In conclusion, Wadud argues that France’s role (past and present) both as a “cruel” colonial power and a “crusader” precludes any friendship treaty with Algeria. The artful communique reads: “So how can France or any of its followers in Algeria be able to jump on this terrible legacy and ignore this painful past and call for friendship between the oppressor and the oppressed, the offender and the victim, before the administration of justice, the deterring of injustice and the fulfillment of rights?” On these grounds, all Muslims must “refuse, confront and fight [the proposed treaty] by all means.” Although the threat is vague, it should be taken seriously as AQIM might benefit from mounting opportunities to strike French interests in France and/or abroad.

First, both al-Qaeda and AQIM have placed France on their “hit list.” Last September, al-Zawahiri called on the GSPC to strike France. In his speech accepting the pledge of allegiance from the GSPC, al-Zawahiri said: “This sacred union [between al-Qaeda and the GSPC] will spread fear in the hearts of the traitors and unbelievers of France” (Le Figaro, September 14, 2006). When Wadud announced the re-branding of the GSPC as AQIM, he also stated that France was the group’s principal enemy. This statement of intent represented a departure from the group’s predecessors. Both the GIA and the GSPC had threatened France in the 1990s and early 2000s. The GIA even hijacked an Air France plane in December 1994 to intimidate the French government into relinquishing its support to the government of Algiers. Both the GIA and the GSPC, however, made it their goal to unseat the ruling regime in Algiers and replace it with an Islamic government. For them, striking France was a way to weaken the government in Algiers. AQIM has apparently chosen to strike the far enemy, at least for the time being.

Second, French authorities have reported that GSPC support networks have strengthened during the past few years in France and Europe. In particular, they note that the GSPC has substantially reinforced its presence in Germany and Italy since 2003. As of 2007, French counter-terrorism authorities consider that several dozen networks, most of them close to the GSPC, are active in France. They also note that several of these cells have been implicated in recruiting volunteers for the Iraq jihad (Le Figaro, September 14, 2006). In addition, Spanish media recently reported that AQIM supporters are collecting funds and recruiting volunteers for training in North Africa (Aujourd’hui le Maroc, April 18).

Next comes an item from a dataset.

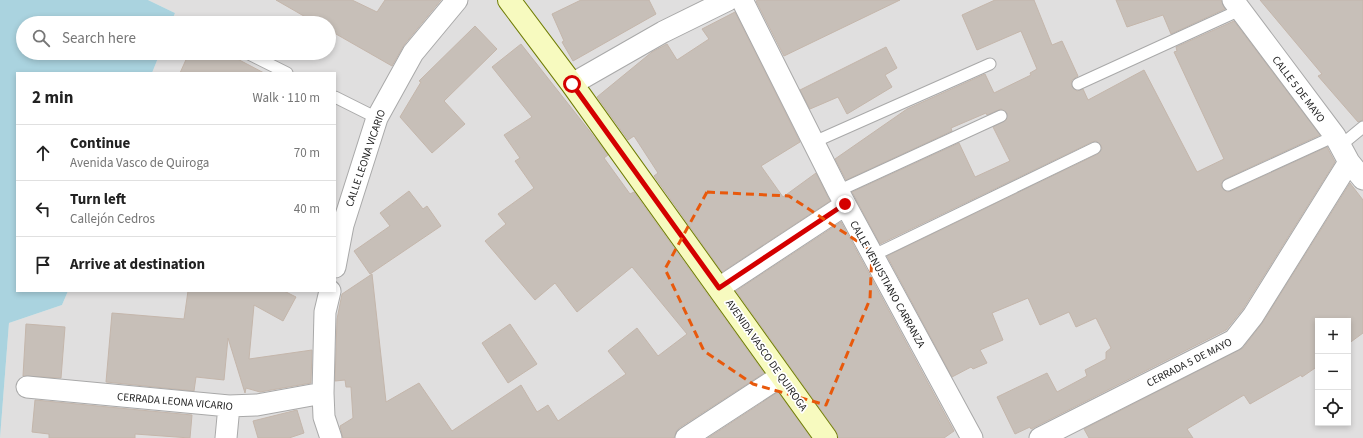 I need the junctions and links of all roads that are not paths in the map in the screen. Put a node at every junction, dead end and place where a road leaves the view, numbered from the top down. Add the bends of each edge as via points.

Third, French authorities worry that those networks might gain a boost from two sources. In accordance with its national reconciliation plan, the Algerian government has begun to release thousands of Islamists and terrorists captured during the civil war of the 1990s. The GSPC’s amir has called on them to join his movement. French authorities fear that some of these individuals who join AQIM after their release from prison may decide to leave Algeria and mount terrorist operations in France. The challenge will be to intercept them before they can accomplish their misdeeds. This might be all the more challenging since some of the Islamic militants imprisoned in France in the 1990s for their support and/or participation in the terrorist attacks of 1995-1996 and the failed plots of 1998 have or are about to be released. Once out of jail, they might reconstitute their own networks or join newer ones. Their past expertise and contacts will represent a capital that AQIM can tap into.

In conclusion, the globalization of the Algerian struggle through the merger between the GSPC and al-Qaeda represents an increased threat for France in particular and Europe in general. AQIM has set up the means and the motive: funding streams established throughout Europe; increased availability of (experienced) foot soldiers; and a renovated ideological framework able to inspire a new generation of fighters. The only element missing in the puzzle is opportunity.